_Problem statement_:
Each record below has to be printed verbatim.

_Data shown_:
*** Block opens ***
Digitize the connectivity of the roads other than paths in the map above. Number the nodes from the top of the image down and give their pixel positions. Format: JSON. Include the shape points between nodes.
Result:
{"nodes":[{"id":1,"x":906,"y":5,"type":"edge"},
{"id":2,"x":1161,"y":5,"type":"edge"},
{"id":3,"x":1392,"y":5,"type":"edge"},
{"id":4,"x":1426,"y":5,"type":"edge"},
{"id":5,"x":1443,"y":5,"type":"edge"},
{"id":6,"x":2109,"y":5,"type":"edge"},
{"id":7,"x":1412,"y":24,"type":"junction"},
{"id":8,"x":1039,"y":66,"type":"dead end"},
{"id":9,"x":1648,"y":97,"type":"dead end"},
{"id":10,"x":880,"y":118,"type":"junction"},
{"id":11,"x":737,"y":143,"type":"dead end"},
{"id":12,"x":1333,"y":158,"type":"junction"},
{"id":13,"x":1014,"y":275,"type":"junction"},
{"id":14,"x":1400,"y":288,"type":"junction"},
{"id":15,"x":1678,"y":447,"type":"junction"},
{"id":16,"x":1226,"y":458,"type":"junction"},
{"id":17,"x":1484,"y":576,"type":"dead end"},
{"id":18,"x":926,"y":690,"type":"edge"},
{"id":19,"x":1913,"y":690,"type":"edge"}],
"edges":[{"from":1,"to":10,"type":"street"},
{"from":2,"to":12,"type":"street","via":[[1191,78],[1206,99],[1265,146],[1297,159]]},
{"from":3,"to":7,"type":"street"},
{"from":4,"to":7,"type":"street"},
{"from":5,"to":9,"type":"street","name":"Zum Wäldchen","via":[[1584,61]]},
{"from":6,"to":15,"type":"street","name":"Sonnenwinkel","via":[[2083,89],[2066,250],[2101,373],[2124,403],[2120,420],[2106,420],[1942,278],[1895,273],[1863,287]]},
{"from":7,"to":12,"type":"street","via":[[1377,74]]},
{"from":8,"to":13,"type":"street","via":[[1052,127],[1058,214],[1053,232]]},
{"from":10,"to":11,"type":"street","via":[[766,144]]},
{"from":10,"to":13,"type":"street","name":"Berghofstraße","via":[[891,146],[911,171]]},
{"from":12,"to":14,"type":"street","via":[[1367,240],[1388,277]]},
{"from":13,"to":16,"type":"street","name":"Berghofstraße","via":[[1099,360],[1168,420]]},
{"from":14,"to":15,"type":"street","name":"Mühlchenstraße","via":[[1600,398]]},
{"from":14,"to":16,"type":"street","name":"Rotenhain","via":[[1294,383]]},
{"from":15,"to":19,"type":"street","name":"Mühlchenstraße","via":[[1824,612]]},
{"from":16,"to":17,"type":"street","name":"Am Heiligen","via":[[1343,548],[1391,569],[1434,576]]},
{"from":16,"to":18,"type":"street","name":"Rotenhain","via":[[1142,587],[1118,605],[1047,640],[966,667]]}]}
*** Block closes ***
_Task response_:
Digitize the connectivity of the roads other than paths in the map above. Number the nodes from the top of the image down and give their pixel positions. Format: JSON. Include the shape points between nodes.
Result:
{"nodes":[{"id":1,"x":906,"y":5,"type":"edge"},
{"id":2,"x":1161,"y":5,"type":"edge"},
{"id":3,"x":1392,"y":5,"type":"edge"},
{"id":4,"x":1426,"y":5,"type":"edge"},
{"id":5,"x":1443,"y":5,"type":"edge"},
{"id":6,"x":2109,"y":5,"type":"edge"},
{"id":7,"x":1412,"y":24,"type":"junction"},
{"id":8,"x":1039,"y":66,"type":"dead end"},
{"id":9,"x":1648,"y":97,"type":"dead end"},
{"id":10,"x":880,"y":118,"type":"junction"},
{"id":11,"x":737,"y":143,"type":"dead end"},
{"id":12,"x":1333,"y":158,"type":"junction"},
{"id":13,"x":1014,"y":275,"type":"junction"},
{"id":14,"x":1400,"y":288,"type":"junction"},
{"id":15,"x":1678,"y":447,"type":"junction"},
{"id":16,"x":1226,"y":458,"type":"junction"},
{"id":17,"x":1484,"y":576,"type":"dead end"},
{"id":18,"x":926,"y":690,"type":"edge"},
{"id":19,"x":1913,"y":690,"type":"edge"}],
"edges":[{"from":1,"to":10,"type":"street"},
{"from":2,"to":12,"type":"street","via":[[1191,78],[1206,99],[1265,146],[1297,159]]},
{"from":3,"to":7,"type":"street"},
{"from":4,"to":7,"type":"street"},
{"from":5,"to":9,"type":"street","name":"Zum Wäldchen","via":[[1584,61]]},
{"from":6,"to":15,"type":"street","name":"Sonnenwinkel","via":[[2083,89],[2066,250],[2101,373],[2124,403],[2120,420],[2106,420],[1942,278],[1895,273],[1863,287]]},
{"from":7,"to":12,"type":"street","via":[[1377,74]]},
{"from":8,"to":13,"type":"street","via":[[1052,127],[1058,214],[1053,232]]},
{"from":10,"to":11,"type":"street","via":[[766,144]]},
{"from":10,"to":13,"type":"street","name":"Berghofstraße","via":[[891,146],[911,171]]},
{"from":12,"to":14,"type":"street","via":[[1367,240],[1388,277]]},
{"from":13,"to":16,"type":"street","name":"Berghofstraße","via":[[1099,360],[1168,420]]},
{"from":14,"to":15,"type":"street","name":"Mühlchenstraße","via":[[1600,398]]},
{"from":14,"to":16,"type":"street","name":"Rotenhain","via":[[1294,383]]},
{"from":15,"to":19,"type":"street","name":"Mühlchenstraße","via":[[1824,612]]},
{"from":16,"to":17,"type":"street","name":"Am Heiligen","via":[[1343,548],[1391,569],[1434,576]]},
{"from":16,"to":18,"type":"street","name":"Rotenhain","via":[[1142,587],[1118,605],[1047,640],[966,667]]}]}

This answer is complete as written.